DATA SHOWN section start

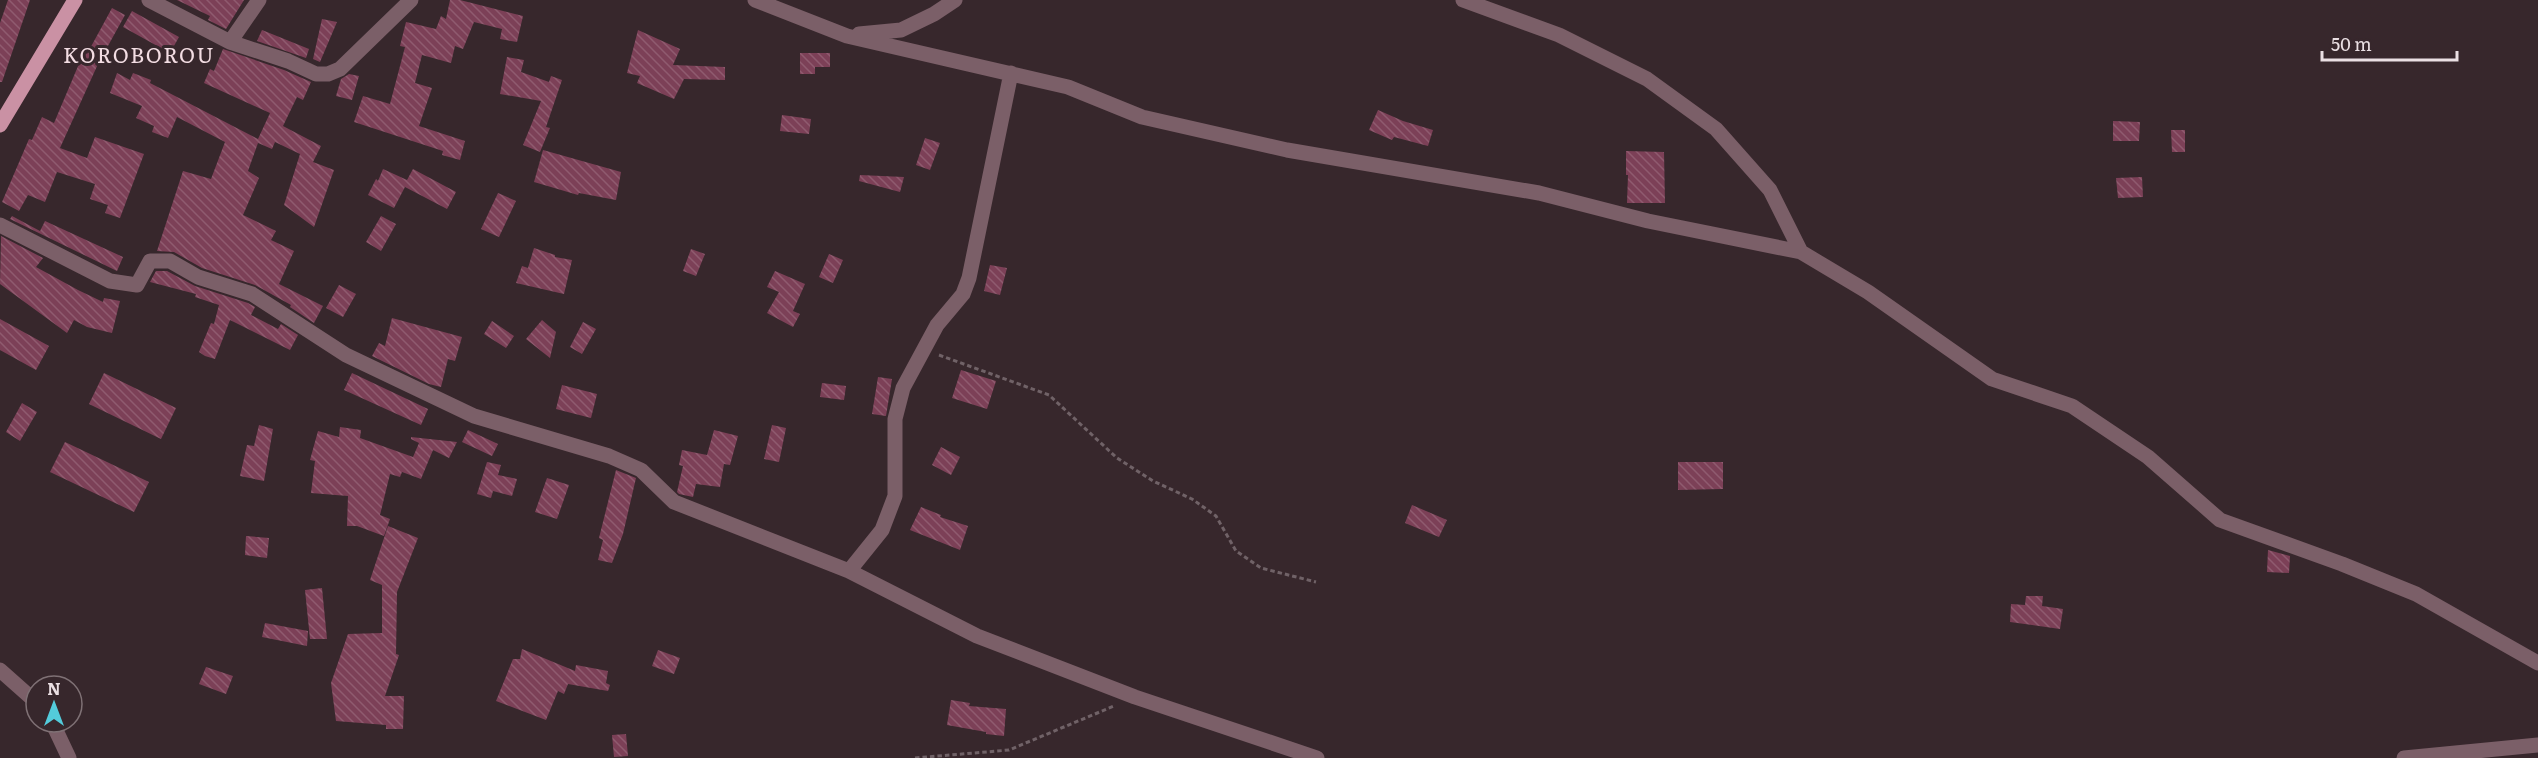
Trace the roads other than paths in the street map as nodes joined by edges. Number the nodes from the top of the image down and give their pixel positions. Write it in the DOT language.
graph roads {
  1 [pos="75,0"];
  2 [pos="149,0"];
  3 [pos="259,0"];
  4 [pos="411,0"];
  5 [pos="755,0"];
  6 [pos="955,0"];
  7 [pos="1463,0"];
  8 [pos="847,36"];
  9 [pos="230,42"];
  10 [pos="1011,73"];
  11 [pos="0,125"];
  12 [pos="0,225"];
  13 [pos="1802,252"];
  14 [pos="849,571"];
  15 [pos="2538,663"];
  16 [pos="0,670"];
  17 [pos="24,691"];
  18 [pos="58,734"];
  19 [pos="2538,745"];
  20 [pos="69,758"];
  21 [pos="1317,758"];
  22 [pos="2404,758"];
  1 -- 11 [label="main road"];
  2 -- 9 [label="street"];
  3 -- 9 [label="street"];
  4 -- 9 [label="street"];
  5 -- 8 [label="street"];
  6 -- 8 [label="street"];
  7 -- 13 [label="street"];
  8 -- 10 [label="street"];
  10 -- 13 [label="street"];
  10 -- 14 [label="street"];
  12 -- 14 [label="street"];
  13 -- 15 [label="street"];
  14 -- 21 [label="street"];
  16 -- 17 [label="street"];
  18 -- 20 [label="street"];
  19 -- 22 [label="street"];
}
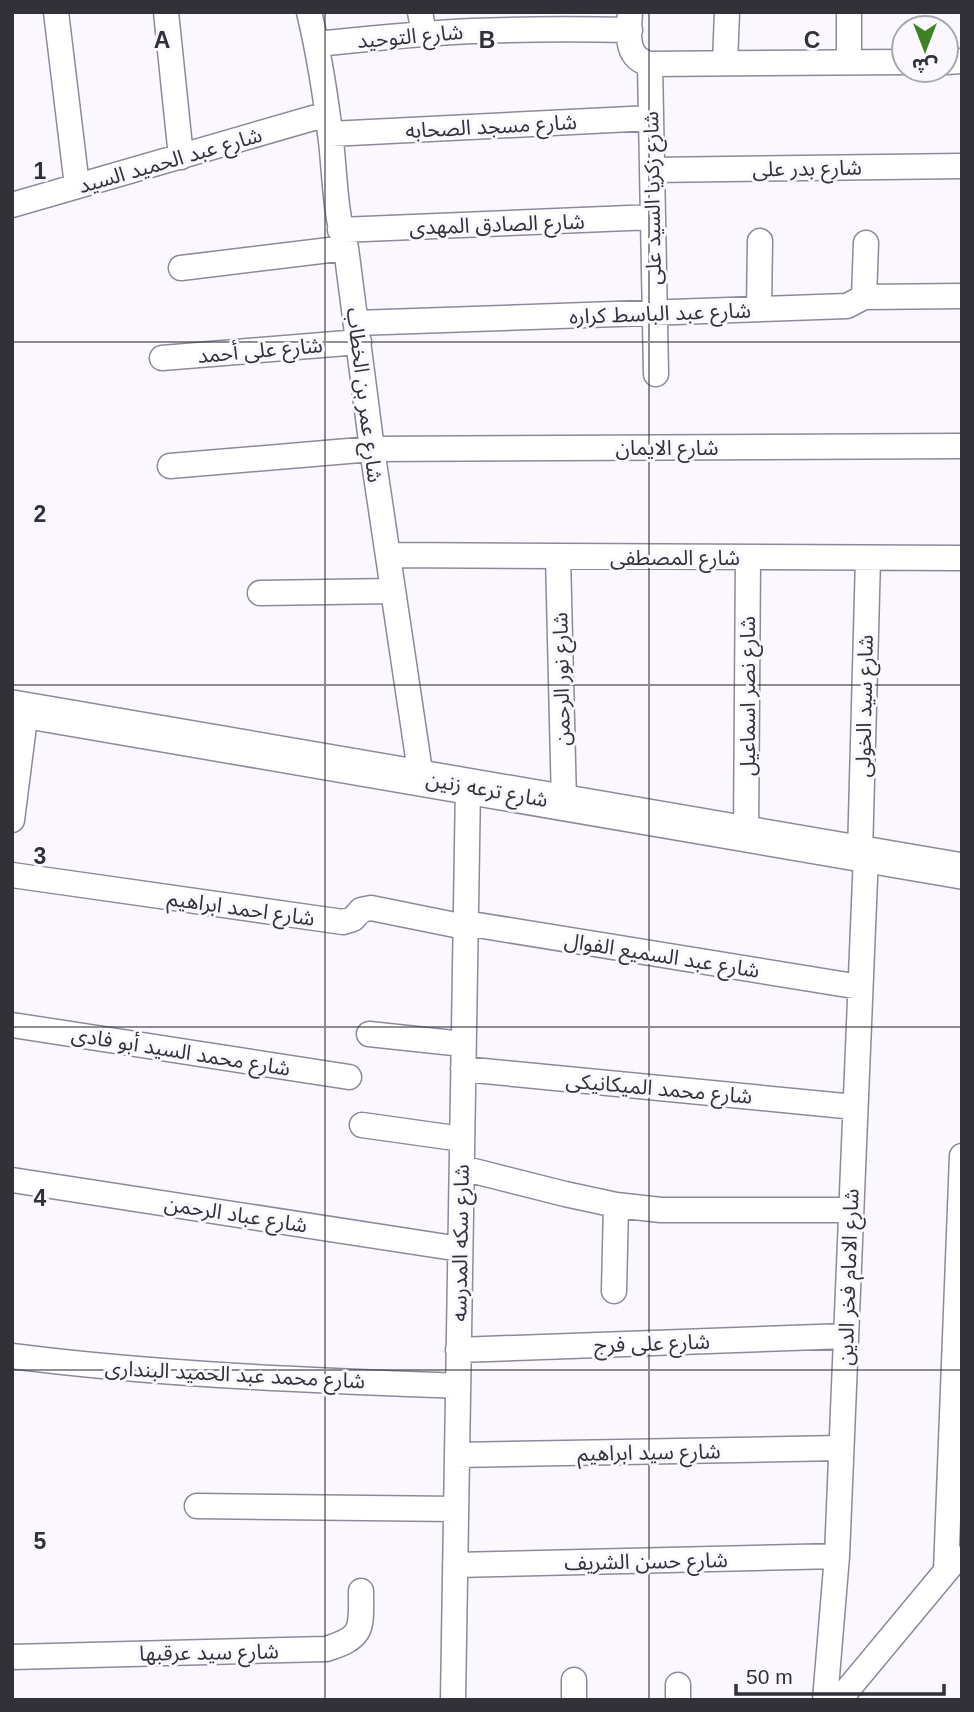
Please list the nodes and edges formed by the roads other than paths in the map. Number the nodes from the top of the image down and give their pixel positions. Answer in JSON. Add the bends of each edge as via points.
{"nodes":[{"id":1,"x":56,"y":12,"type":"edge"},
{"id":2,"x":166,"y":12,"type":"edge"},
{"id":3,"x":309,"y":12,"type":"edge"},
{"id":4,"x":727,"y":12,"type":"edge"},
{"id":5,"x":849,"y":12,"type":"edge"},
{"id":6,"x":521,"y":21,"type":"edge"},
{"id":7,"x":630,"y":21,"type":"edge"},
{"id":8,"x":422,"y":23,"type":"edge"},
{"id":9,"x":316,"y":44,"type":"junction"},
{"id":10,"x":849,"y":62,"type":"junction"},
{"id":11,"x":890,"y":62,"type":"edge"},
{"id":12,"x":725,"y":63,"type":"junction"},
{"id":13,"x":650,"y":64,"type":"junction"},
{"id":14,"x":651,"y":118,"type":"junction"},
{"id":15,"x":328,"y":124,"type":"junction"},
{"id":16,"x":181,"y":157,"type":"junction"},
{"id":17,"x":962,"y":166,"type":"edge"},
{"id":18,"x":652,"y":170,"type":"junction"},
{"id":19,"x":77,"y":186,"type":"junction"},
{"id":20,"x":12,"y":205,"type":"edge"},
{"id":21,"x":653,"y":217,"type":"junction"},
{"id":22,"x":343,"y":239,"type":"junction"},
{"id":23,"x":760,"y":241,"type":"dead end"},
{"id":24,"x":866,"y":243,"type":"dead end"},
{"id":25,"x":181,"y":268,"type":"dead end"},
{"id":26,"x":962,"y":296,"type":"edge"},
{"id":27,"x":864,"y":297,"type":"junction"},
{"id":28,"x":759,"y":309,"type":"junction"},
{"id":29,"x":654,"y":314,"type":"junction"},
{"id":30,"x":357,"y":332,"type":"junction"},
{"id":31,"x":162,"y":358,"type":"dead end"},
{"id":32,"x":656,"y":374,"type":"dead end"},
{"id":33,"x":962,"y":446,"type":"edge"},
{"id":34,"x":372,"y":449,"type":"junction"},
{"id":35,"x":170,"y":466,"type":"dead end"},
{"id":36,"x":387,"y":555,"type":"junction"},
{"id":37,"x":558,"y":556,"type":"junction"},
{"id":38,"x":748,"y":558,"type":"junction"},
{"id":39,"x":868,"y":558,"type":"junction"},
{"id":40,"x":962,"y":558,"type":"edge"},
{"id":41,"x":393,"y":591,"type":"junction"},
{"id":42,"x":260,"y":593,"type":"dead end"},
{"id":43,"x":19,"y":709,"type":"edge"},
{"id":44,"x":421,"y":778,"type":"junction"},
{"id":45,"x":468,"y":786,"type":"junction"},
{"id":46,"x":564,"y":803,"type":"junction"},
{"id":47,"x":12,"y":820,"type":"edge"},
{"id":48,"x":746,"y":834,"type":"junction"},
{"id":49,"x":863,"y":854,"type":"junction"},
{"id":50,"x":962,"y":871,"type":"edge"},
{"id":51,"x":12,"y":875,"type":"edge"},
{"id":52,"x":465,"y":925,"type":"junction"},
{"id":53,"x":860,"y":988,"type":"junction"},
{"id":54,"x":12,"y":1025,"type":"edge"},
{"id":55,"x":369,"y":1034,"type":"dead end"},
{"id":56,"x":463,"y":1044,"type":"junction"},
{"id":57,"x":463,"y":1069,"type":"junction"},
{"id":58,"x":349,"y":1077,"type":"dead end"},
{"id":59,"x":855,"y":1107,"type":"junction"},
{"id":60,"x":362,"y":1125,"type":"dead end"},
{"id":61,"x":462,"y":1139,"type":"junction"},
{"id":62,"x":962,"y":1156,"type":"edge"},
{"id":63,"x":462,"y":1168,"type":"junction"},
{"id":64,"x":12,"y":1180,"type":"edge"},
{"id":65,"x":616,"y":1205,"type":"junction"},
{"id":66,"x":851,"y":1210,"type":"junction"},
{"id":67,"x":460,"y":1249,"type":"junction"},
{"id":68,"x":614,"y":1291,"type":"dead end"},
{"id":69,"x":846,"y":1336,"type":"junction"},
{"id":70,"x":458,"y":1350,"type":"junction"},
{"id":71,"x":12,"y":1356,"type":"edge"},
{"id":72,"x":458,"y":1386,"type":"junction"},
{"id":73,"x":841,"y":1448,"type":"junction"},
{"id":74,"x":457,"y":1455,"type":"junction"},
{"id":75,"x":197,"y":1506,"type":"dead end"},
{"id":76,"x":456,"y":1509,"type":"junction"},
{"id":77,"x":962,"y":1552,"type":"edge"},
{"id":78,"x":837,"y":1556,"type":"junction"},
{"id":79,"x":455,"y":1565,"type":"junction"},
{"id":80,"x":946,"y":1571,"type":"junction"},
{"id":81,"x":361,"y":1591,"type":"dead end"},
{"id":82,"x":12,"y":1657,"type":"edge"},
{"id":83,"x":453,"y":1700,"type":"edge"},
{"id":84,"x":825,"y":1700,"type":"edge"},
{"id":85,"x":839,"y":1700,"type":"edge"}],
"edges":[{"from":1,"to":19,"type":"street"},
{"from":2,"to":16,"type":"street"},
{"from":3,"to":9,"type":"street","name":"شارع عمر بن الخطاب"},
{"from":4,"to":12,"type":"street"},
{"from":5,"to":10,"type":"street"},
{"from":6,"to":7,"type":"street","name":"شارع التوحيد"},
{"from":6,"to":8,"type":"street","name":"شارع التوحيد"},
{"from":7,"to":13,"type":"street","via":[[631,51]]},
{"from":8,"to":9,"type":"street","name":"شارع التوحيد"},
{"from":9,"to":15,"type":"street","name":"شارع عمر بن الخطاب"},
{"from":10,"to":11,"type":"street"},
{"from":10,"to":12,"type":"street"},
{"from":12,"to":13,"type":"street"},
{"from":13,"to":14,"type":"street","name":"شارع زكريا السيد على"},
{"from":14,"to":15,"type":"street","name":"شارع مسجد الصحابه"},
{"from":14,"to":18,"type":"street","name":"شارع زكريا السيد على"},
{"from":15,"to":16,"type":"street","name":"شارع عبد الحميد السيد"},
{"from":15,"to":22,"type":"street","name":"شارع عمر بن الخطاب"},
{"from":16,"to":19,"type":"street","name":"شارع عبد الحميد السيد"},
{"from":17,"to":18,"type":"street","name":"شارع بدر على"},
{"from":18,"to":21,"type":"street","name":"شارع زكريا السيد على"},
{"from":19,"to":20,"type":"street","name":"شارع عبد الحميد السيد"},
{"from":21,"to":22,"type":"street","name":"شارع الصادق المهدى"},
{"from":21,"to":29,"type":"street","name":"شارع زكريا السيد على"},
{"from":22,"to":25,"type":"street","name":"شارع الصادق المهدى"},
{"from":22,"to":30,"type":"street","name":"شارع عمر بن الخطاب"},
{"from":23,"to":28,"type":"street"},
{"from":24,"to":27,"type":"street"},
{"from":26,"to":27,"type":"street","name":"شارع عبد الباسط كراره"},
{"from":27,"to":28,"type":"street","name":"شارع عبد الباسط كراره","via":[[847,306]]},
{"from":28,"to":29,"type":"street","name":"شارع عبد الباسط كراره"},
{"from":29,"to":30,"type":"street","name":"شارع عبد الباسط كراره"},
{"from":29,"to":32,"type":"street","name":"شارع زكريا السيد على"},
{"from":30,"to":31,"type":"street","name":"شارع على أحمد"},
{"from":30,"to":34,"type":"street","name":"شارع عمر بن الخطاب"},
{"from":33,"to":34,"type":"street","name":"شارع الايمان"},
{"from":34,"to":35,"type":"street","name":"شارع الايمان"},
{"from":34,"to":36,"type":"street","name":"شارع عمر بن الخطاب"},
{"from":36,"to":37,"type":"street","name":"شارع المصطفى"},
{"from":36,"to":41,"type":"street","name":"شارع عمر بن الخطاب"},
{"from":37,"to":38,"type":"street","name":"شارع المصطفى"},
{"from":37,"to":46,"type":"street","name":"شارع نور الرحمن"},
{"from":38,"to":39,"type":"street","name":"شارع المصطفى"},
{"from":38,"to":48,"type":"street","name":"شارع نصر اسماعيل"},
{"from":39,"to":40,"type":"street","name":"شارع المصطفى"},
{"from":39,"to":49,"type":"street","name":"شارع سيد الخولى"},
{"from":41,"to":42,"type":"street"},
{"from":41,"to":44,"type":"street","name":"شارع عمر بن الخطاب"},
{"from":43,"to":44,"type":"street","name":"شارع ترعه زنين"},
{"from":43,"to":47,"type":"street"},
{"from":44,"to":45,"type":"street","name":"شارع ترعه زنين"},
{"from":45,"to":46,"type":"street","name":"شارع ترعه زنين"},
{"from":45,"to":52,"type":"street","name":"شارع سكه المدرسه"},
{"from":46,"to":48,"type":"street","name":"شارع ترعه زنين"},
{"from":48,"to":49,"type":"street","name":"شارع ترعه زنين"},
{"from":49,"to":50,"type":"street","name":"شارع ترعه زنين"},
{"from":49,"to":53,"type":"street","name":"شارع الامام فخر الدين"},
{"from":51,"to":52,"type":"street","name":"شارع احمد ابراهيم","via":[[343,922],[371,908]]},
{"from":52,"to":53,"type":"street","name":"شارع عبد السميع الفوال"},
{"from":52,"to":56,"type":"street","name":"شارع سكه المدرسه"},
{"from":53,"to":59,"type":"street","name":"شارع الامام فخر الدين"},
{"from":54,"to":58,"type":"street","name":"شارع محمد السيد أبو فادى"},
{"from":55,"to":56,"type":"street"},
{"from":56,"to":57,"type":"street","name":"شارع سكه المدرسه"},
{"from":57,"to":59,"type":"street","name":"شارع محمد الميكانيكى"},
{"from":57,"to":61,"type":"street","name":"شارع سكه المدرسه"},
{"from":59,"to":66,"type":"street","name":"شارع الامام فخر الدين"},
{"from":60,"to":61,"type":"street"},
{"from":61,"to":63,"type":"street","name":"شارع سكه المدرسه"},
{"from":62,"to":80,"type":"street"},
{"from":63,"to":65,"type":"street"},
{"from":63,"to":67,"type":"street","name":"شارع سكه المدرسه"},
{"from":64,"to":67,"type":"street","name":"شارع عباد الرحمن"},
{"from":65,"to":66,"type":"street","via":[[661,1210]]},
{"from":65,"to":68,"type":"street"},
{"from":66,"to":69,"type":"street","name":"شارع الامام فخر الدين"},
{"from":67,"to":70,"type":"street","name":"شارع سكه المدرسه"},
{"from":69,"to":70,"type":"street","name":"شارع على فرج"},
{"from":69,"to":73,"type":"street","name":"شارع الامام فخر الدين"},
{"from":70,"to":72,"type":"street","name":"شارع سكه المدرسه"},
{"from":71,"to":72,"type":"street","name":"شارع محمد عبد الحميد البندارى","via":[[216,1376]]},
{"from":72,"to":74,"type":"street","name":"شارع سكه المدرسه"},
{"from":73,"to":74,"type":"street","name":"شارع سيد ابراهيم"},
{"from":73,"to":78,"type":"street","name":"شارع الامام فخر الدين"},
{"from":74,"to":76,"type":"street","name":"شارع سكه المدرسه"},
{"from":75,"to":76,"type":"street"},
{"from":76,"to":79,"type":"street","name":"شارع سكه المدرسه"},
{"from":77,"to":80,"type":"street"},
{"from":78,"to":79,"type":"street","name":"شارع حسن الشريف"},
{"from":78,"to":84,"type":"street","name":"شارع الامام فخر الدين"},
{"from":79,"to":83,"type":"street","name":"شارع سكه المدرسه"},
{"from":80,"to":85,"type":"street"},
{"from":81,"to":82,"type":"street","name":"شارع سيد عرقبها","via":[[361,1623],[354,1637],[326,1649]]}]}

DATA SHOWN section end

-- TASK DIRECTIONS --
Filter the data above, keeping only lines that include the string "المهدى".

-- ANSWER SPACE --
{"from":21,"to":22,"type":"street","name":"شارع الصادق المهدى"},
{"from":22,"to":25,"type":"street","name":"شارع الصادق المهدى"},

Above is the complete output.